Within the listing, each line that has the string "above" should be copied.

* [Task inputs]
· · · · · · ·
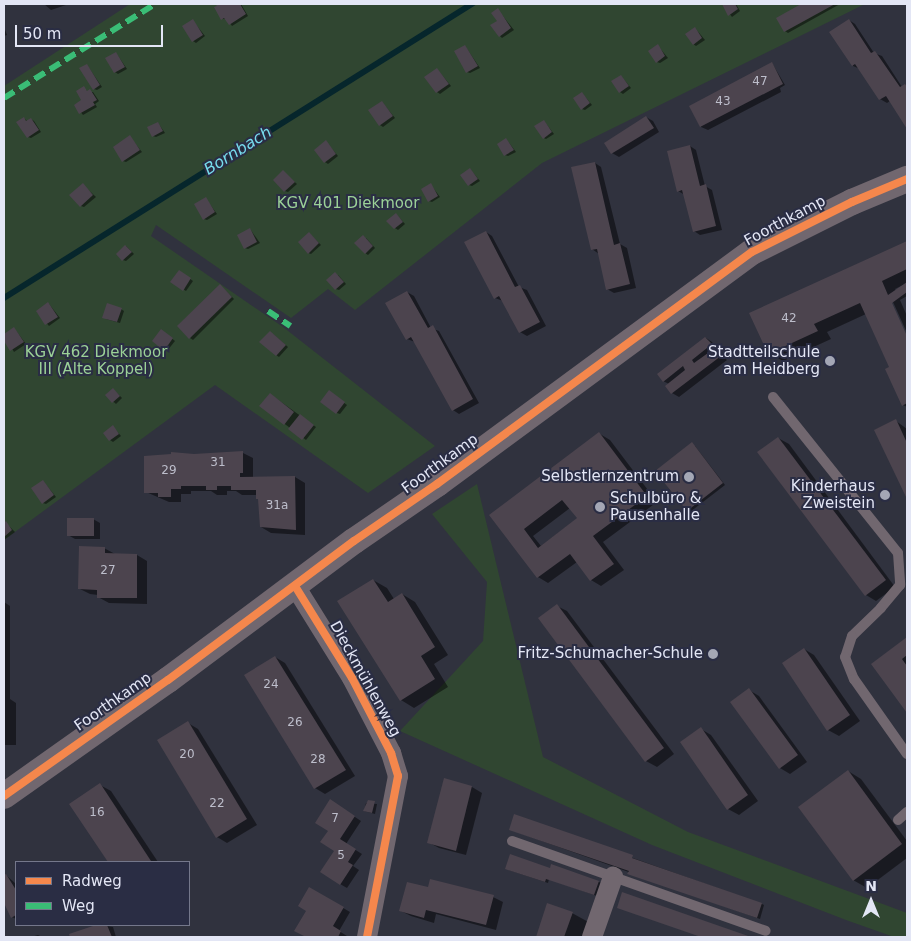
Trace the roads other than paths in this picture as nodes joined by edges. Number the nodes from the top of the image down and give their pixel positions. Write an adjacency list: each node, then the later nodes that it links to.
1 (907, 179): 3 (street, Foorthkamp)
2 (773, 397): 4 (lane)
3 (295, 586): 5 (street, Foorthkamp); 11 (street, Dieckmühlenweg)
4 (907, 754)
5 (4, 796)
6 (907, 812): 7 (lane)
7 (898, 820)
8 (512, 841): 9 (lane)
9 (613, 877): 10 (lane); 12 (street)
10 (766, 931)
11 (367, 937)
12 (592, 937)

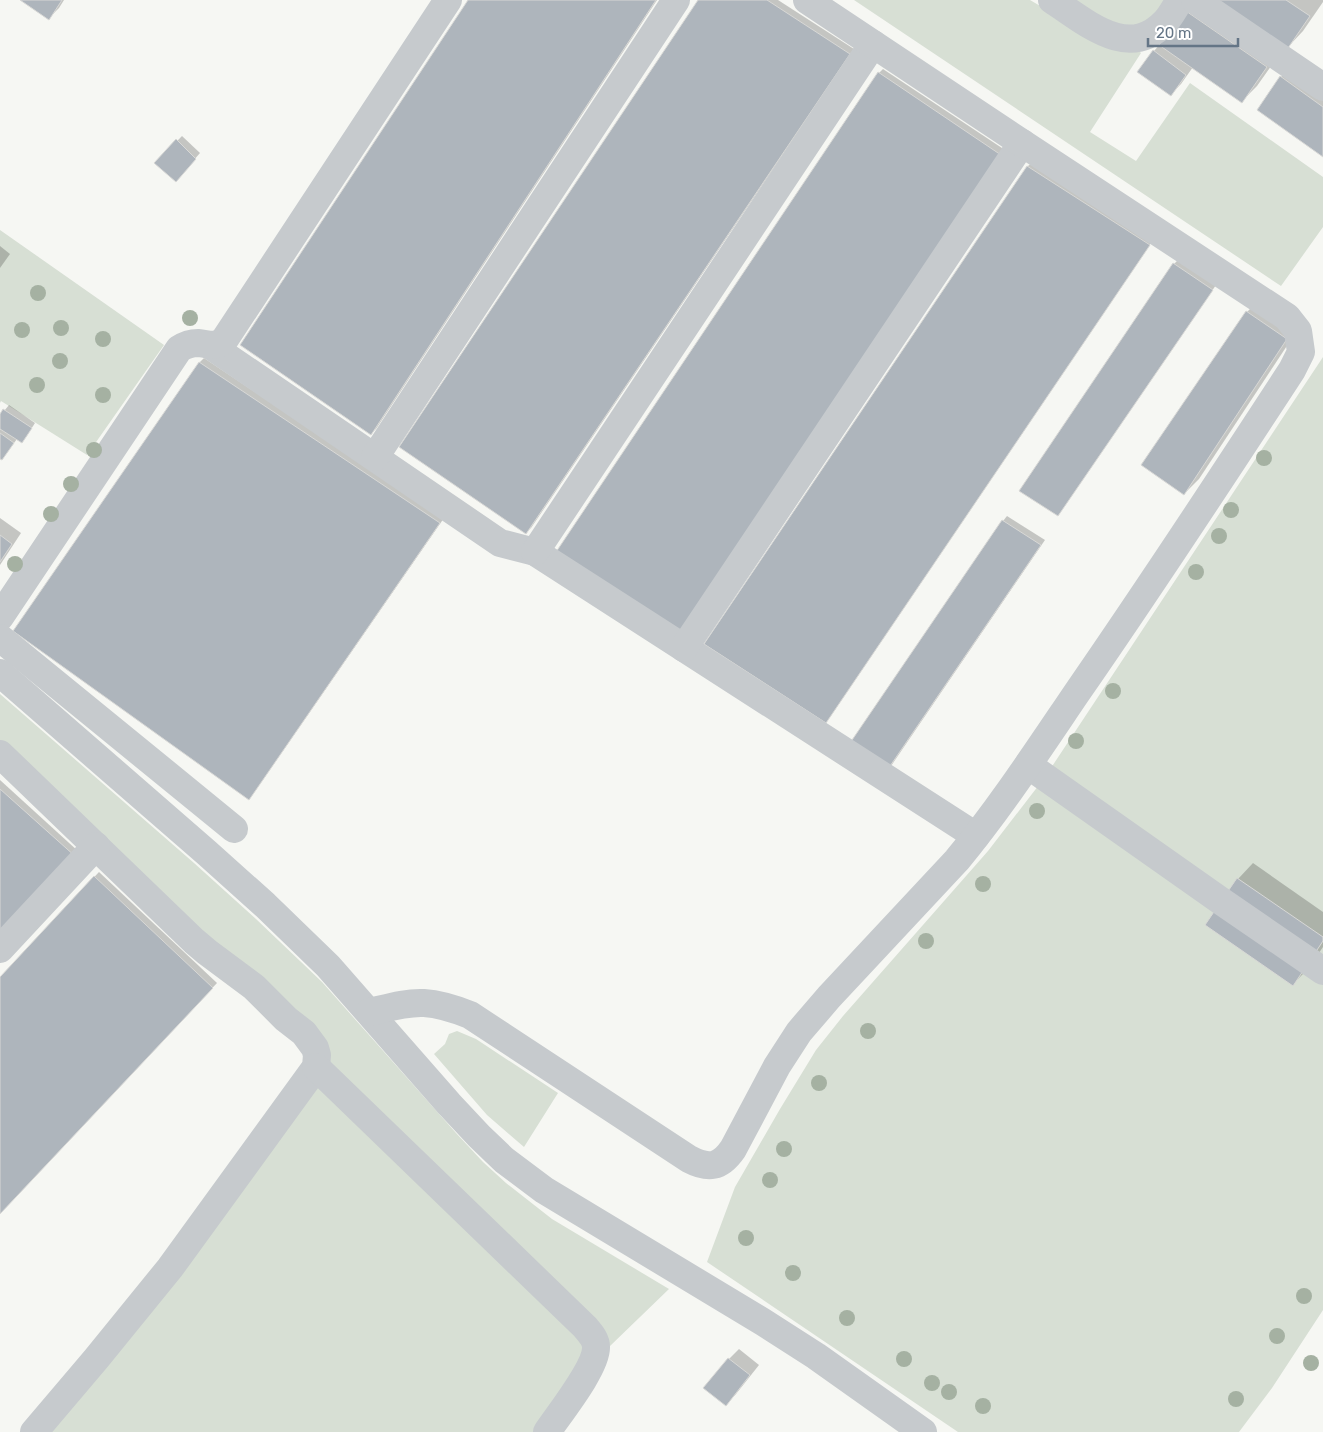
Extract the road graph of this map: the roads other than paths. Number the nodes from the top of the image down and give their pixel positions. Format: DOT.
· · · · · · ·
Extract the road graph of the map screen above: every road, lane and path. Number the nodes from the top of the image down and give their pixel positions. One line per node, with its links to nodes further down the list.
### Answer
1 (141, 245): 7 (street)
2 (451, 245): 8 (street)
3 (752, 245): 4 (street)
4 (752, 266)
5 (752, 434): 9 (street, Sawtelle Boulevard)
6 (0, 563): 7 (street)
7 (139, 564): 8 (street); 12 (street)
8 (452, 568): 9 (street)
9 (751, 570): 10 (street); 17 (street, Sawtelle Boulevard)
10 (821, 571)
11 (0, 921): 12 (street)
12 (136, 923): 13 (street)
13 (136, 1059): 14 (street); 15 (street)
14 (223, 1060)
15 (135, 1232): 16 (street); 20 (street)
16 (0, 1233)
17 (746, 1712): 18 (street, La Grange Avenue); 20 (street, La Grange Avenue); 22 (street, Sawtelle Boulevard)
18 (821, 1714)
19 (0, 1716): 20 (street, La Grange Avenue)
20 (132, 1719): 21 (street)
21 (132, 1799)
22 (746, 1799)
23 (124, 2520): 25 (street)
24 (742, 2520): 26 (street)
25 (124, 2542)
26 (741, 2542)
· · · · · · ·
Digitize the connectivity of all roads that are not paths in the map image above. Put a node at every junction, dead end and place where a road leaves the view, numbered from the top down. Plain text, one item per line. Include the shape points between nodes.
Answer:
· · · · · · ·
* [Output of the task]
Extract the road graph of the map screen above: every road, lane and path. Number the nodes from the top of the image down and give their pixel positions. One line per node, with its links to nodes further down the list.
Digitize the connectivity of all roads that are not paths in the map image above. Put a node at every junction, dead end and place where a road leaves the view, numbered from the top down. Plain text, one item per line. Include the shape points between nodes.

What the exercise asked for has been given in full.